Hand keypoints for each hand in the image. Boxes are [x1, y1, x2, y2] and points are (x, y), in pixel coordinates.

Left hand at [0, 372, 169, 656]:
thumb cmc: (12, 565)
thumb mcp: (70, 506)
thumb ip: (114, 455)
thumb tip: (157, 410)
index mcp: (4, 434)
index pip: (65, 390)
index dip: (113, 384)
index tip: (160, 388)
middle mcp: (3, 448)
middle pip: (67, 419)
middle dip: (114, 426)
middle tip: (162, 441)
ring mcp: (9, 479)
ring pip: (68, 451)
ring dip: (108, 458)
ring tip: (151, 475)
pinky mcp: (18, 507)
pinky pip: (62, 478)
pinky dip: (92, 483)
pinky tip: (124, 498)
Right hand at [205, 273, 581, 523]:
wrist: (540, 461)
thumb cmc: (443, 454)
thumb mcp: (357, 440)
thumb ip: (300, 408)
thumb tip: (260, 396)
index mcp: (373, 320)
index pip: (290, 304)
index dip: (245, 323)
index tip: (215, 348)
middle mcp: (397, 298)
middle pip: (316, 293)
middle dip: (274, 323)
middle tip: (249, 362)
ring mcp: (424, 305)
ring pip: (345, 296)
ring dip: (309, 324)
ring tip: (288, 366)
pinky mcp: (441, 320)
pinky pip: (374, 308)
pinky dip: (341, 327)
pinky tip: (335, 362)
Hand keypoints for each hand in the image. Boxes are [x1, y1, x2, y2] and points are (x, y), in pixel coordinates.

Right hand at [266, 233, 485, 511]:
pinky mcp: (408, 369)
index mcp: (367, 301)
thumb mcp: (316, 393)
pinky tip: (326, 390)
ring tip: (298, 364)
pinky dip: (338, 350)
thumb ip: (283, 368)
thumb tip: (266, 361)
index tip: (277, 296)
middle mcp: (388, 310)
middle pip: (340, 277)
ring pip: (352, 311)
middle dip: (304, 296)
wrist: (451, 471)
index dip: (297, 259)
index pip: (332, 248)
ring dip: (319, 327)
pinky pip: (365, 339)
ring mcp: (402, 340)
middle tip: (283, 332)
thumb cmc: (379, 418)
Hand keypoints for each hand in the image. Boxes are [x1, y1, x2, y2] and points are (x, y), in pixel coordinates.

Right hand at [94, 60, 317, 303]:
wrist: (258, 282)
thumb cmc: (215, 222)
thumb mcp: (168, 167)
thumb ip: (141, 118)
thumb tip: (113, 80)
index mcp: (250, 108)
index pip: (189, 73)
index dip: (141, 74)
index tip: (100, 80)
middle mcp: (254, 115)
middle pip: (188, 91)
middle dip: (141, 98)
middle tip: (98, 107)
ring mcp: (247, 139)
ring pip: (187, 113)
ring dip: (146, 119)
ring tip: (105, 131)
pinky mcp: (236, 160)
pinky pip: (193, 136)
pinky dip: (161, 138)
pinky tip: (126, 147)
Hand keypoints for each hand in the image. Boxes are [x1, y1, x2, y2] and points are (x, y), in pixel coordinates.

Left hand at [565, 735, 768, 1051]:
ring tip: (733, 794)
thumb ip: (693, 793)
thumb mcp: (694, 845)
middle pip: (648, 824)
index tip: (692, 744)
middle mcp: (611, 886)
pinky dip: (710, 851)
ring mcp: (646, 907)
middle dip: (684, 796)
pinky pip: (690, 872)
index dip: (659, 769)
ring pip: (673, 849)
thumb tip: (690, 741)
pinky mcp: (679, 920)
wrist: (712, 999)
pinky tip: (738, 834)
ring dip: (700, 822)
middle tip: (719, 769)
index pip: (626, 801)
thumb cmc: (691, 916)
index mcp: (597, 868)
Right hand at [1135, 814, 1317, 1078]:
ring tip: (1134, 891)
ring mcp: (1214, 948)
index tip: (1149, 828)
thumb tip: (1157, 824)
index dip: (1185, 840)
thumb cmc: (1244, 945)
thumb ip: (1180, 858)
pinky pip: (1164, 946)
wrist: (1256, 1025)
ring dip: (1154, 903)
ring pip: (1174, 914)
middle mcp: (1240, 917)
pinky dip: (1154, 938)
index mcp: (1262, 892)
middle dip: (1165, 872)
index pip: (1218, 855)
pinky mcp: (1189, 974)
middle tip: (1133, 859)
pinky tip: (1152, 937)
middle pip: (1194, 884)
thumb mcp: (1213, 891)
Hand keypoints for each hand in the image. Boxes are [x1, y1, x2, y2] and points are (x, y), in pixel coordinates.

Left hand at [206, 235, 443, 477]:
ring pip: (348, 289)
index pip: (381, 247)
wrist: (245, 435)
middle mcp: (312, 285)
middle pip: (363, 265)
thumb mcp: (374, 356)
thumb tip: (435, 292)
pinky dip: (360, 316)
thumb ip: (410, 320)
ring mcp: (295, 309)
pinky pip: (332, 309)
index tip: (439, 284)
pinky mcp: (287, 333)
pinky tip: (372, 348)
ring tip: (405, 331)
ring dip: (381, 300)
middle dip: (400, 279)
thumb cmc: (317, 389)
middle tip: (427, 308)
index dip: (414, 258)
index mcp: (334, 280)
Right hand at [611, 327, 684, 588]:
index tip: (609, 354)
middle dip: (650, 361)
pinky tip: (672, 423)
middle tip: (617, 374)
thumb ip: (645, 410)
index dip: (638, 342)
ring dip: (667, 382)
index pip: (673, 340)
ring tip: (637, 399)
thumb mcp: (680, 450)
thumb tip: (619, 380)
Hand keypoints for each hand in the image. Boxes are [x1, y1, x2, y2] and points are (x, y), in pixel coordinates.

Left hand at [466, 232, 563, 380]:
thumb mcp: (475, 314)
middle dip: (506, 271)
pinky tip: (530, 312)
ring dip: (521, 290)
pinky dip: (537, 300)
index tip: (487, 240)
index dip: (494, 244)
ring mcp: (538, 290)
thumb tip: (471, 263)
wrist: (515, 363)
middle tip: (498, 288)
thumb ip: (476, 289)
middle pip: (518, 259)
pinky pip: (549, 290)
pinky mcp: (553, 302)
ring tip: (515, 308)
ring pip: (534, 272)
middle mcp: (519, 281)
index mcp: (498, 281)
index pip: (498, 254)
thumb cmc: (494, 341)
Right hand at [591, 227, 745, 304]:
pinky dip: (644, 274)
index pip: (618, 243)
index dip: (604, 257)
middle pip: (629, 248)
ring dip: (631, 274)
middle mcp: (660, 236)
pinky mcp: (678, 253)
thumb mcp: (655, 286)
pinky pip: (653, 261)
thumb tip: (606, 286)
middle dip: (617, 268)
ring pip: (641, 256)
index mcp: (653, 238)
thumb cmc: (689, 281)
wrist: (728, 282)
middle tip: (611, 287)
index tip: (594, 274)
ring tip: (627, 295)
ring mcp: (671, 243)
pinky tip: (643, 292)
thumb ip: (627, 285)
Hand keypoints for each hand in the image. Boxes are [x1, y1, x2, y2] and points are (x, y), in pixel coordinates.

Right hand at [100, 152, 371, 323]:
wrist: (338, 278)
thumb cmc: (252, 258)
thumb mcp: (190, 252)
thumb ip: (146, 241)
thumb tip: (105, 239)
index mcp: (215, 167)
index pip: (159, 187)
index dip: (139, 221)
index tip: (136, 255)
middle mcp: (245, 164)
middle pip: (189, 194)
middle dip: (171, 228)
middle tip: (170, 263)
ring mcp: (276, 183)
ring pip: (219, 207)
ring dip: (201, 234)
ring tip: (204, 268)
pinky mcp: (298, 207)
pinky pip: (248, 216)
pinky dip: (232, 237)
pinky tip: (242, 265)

Brief: Print the material once more, exactly as it appears.

Result of the task:
Hand keypoints for each hand in the image. Boxes are [x1, y1, x2, y2] and points are (x, y), in pixel coordinates.

Left hand at [0, 372, 169, 656]:
thumb cmc: (12, 565)
thumb mcp: (70, 506)
thumb ip: (114, 455)
thumb tip: (157, 410)
index mcp: (4, 434)
index pip: (65, 390)
index dip: (113, 384)
index tip: (160, 388)
middle mcp: (3, 448)
middle pip: (67, 419)
middle dip: (114, 426)
middle tip: (162, 441)
ring mcp: (9, 479)
ring pip: (68, 451)
ring dip: (108, 458)
ring tip: (151, 475)
pinky mcp: (18, 507)
pinky pip: (62, 478)
pinky dip: (92, 483)
pinky tip: (124, 498)
Right hand at [205, 273, 581, 523]:
wrist: (540, 461)
thumb cmc: (443, 454)
thumb mcp: (357, 440)
thumb ip: (300, 408)
thumb tip: (260, 396)
index mcp: (373, 320)
index pip: (290, 304)
index dip: (245, 323)
index tip: (215, 348)
middle mcp: (397, 298)
middle pip: (316, 293)
middle dip: (274, 323)
middle tip: (249, 362)
ring mcp: (424, 305)
ring pip: (345, 296)
ring dip: (309, 324)
ring tip: (288, 366)
pinky mcp: (441, 320)
pinky pip: (374, 308)
pinky dip: (341, 327)
pinky tip: (335, 362)
Hand keypoints for each hand in the image. Boxes are [x1, y1, x2, y2] and points are (x, y), in pixel coordinates.

Right hand at [266, 233, 485, 511]:
pinky mcp: (408, 369)
index mcp: (367, 301)
thumb mcp: (316, 393)
pinky tip: (326, 390)
ring tip: (298, 364)
pinky dip: (338, 350)
thumb ip: (283, 368)
thumb tip: (266, 361)
index tip: (277, 296)
middle mcp: (388, 310)
middle pip: (340, 277)
ring pip: (352, 311)
middle dip: (304, 296)
wrist: (451, 471)
index dip: (297, 259)
index pip: (332, 248)
ring dip: (319, 327)
pinky pip: (365, 339)
ring mcp: (402, 340)
middle tip: (283, 332)
thumb cmc: (379, 418)
Hand keypoints for each hand in the image. Boxes are [x1, y1, x2, y2] and points are (x, y), in pixel coordinates.

Right hand at [94, 60, 317, 303]:
wrist: (258, 282)
thumb cmc: (215, 222)
thumb mcp: (168, 167)
thumb ip: (141, 118)
thumb tip: (113, 80)
index mcp: (250, 108)
index pip: (189, 73)
index dip: (141, 74)
index tip: (100, 80)
middle mcp: (254, 115)
middle pip: (188, 91)
middle dip: (141, 98)
middle tip: (98, 107)
ring mcp: (247, 139)
ring pip: (187, 113)
ring dip: (146, 119)
ring tip: (105, 131)
pinky mcp: (236, 160)
pinky pip: (193, 136)
pinky dip: (161, 138)
pinky tip: (126, 147)
Hand keypoints for each hand in the image. Boxes are [x1, y1, x2, y2] and points are (x, y), in pixel coordinates.

Left hand at [565, 735, 768, 1051]:
ring tip: (733, 794)
thumb ip: (693, 793)
thumb mcp: (694, 845)
middle pip: (648, 824)
index tip: (692, 744)
middle mcp: (611, 886)
pinky dip: (710, 851)
ring mcp: (646, 907)
middle dip: (684, 796)
pinky pip: (690, 872)
index dip: (659, 769)
ring pip: (673, 849)
thumb tip: (690, 741)
pinky mcp: (679, 920)
wrist: (712, 999)
pinky tip: (738, 834)
ring dip: (700, 822)
middle tip: (719, 769)
index pip: (626, 801)
thumb cmc: (691, 916)
index mcp: (597, 868)
Right hand at [1135, 814, 1317, 1078]:
ring tip: (1134, 891)
ring mcp: (1214, 948)
index tip: (1149, 828)
thumb tip: (1157, 824)
index dip: (1185, 840)
thumb cmc: (1244, 945)
thumb ip: (1180, 858)
pinky pip: (1164, 946)
wrist: (1256, 1025)
ring dip: (1154, 903)
ring pip: (1174, 914)
middle mcp: (1240, 917)
pinky dip: (1154, 938)
index mcp: (1262, 892)
middle dip: (1165, 872)
index pip: (1218, 855)
pinky mcp: (1189, 974)
middle tip: (1133, 859)
pinky tip: (1152, 937)
middle pip: (1194, 884)
thumb mcp: (1213, 891)
Hand keypoints for each hand in the image. Boxes are [x1, y1, x2, y2] and points are (x, y), in pixel coordinates.

Left hand at [206, 235, 443, 477]:
ring pip: (348, 289)
index pip: (381, 247)
wrist: (245, 435)
middle mcp: (312, 285)
middle pip: (363, 265)
thumb mcp: (374, 356)
thumb tip: (435, 292)
pinky dip: (360, 316)
thumb ip: (410, 320)
ring mcp: (295, 309)
pinky pip: (332, 309)
index tip: (439, 284)
pinky mcp: (287, 333)
pinky tip: (372, 348)
ring tip: (405, 331)
ring dip: (381, 300)
middle dip: (400, 279)
thumb cmc: (317, 389)
middle tip: (427, 308)
index dip: (414, 258)
index mcp: (334, 280)
Right hand at [611, 327, 684, 588]:
index tip: (609, 354)
middle dip: (650, 361)
pinky tip: (672, 423)
middle tip: (617, 374)
thumb ip: (645, 410)
index dip: (638, 342)
ring dip: (667, 382)
index pip: (673, 340)
ring tip: (637, 399)
thumb mcp: (680, 450)
thumb tip: (619, 380)
Hand keypoints for each hand in the image. Boxes are [x1, y1, x2, y2] and points are (x, y), in pixel coordinates.

Left hand at [466, 232, 563, 380]:
thumb mcp: (475, 314)
middle dip: (506, 271)
pinky tip: (530, 312)
ring dip: (521, 290)
pinky dip: (537, 300)
index tip: (487, 240)
index dip: (494, 244)
ring mcp: (538, 290)
thumb tip: (471, 263)
wrist: (515, 363)
middle tip: (498, 288)
thumb ip: (476, 289)
middle pip: (518, 259)
pinky pip: (549, 290)
pinky mcp: (553, 302)
ring tip: (515, 308)
ring pip: (534, 272)
middle mcp: (519, 281)
index mcp: (498, 281)
index pip: (498, 254)
thumb cmc: (494, 341)
Right hand at [591, 227, 745, 304]:
pinky dip: (644, 274)
index pip: (618, 243)
index dip: (604, 257)
middle pip: (629, 248)
ring dip: (631, 274)
middle mcp: (660, 236)
pinky mcp: (678, 253)
thumb mcp: (655, 286)
pinky pip: (653, 261)
thumb tip: (606, 286)
middle dip: (617, 268)
ring pip: (641, 256)
index mcp: (653, 238)
thumb cmc: (689, 281)
wrist: (728, 282)
middle tip: (611, 287)
index tip: (594, 274)
ring tip: (627, 295)
ring mcp: (671, 243)
pinky tip: (643, 292)
thumb ip: (627, 285)
Hand keypoints for each hand in the image. Boxes are [x1, y1, x2, y2] and points are (x, y), in pixel coordinates.

Right hand at [100, 152, 371, 323]:
wrist: (338, 278)
thumb cmc: (252, 258)
thumb mcp: (190, 252)
thumb ip: (146, 241)
thumb tip: (105, 239)
index mcp: (215, 167)
index pip: (159, 187)
index dip: (139, 221)
index tip: (136, 255)
middle mcp: (245, 164)
middle pip: (189, 194)
middle dip: (171, 228)
middle tip: (170, 263)
ring mcp: (276, 183)
ring pip: (219, 207)
ring dip: (201, 234)
ring tip: (204, 268)
pinky mcp: (298, 207)
pinky pip: (248, 216)
pinky dip: (232, 237)
pinky tip: (242, 265)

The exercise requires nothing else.